* _WHAT YOU NEED TO DO_:
The answer should be a number alone: the count of lines in the listing below that include "Höriblick".

+++ MATERIAL FOR THIS EXERCISE +++

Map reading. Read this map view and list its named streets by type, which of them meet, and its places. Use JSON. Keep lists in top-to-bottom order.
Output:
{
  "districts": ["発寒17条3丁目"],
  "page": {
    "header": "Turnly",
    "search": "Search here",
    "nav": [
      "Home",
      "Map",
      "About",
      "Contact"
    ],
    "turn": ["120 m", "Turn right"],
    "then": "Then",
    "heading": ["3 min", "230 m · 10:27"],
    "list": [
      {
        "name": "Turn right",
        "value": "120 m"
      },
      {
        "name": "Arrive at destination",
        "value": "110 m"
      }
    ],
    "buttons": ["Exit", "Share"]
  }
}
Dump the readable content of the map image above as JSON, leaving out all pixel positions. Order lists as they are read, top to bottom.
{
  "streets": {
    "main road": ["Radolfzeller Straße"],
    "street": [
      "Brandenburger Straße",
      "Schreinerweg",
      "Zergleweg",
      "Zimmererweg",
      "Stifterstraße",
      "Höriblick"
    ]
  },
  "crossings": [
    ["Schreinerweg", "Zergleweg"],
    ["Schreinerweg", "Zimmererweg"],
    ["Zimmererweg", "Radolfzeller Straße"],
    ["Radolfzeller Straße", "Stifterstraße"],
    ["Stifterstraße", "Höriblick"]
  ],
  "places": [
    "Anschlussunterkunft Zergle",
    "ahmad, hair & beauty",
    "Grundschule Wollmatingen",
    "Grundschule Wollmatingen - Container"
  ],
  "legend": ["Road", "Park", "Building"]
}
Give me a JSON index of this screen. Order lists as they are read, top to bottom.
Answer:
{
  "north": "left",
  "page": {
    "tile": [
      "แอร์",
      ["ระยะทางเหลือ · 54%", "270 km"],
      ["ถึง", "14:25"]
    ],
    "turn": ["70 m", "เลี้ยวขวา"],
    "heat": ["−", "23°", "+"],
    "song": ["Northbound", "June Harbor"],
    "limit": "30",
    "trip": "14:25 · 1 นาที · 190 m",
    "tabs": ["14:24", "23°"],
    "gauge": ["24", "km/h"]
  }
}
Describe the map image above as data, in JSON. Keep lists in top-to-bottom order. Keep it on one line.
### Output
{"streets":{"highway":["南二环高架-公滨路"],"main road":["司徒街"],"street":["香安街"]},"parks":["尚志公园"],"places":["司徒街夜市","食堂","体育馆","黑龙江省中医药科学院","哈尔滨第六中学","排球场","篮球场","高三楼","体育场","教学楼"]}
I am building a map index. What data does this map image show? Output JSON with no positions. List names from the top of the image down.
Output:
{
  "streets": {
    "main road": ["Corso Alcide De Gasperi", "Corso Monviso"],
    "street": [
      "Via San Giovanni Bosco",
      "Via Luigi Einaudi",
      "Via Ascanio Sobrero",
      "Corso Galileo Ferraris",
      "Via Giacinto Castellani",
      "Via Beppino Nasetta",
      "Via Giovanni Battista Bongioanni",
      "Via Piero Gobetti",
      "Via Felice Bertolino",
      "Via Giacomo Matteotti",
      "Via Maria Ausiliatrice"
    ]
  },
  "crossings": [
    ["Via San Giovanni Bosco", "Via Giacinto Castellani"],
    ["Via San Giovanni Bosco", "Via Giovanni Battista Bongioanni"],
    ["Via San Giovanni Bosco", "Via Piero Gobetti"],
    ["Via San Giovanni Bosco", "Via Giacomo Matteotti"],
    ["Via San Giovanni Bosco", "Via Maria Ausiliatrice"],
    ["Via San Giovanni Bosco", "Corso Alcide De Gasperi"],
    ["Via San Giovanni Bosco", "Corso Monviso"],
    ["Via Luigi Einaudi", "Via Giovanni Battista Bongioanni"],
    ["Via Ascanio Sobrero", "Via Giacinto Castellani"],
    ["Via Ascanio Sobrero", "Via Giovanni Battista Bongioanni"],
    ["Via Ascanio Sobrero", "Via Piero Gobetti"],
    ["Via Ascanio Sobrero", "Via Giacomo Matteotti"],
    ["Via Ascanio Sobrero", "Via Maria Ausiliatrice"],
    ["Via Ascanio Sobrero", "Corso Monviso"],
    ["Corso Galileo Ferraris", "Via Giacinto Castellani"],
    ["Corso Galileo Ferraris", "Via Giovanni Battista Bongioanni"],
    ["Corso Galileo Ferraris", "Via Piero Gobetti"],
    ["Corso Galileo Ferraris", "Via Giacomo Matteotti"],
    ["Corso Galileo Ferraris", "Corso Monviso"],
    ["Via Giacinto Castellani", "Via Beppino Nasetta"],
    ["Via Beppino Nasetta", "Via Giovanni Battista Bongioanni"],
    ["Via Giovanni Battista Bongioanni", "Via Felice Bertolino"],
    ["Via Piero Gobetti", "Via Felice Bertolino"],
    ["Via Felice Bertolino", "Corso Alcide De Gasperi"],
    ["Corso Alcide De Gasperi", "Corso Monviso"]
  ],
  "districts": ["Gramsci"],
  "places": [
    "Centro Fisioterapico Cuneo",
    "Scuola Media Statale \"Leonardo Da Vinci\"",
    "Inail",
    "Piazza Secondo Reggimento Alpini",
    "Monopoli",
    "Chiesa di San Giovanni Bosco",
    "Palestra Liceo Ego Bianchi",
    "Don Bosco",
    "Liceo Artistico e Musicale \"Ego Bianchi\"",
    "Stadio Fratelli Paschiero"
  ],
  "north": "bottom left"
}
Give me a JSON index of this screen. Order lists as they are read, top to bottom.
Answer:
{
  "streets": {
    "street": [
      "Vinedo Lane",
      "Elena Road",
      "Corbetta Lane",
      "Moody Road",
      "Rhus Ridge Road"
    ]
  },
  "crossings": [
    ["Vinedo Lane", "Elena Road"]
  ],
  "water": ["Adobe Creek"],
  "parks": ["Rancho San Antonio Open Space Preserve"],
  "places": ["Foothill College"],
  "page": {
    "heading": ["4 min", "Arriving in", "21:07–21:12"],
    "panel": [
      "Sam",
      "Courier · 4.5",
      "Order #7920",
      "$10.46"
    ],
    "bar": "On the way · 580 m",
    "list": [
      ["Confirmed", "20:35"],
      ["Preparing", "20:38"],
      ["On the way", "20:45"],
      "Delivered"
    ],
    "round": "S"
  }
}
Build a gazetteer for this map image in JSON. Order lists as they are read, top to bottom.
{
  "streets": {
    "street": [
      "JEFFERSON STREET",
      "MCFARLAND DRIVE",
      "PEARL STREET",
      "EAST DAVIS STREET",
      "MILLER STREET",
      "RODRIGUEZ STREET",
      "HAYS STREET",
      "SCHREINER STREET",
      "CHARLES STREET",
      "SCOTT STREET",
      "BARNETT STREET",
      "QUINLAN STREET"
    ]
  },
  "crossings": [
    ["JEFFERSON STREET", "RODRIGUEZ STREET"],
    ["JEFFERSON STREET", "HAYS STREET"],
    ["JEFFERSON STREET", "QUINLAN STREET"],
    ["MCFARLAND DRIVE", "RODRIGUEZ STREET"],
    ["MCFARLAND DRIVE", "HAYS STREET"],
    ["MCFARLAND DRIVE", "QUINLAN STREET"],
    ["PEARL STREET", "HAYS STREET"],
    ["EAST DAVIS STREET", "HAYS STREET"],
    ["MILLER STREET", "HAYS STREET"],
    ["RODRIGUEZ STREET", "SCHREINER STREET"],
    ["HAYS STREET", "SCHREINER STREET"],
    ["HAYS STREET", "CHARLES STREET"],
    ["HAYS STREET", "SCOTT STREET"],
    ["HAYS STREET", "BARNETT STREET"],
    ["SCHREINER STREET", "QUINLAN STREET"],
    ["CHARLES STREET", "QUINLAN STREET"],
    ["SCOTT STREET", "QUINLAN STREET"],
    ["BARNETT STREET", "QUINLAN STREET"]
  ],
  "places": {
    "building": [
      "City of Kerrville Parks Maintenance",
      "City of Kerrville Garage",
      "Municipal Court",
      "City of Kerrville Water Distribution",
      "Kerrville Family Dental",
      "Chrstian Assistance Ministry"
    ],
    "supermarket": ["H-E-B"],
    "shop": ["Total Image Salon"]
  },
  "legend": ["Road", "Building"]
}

+++

* _REPLY TO THE TASK_:
2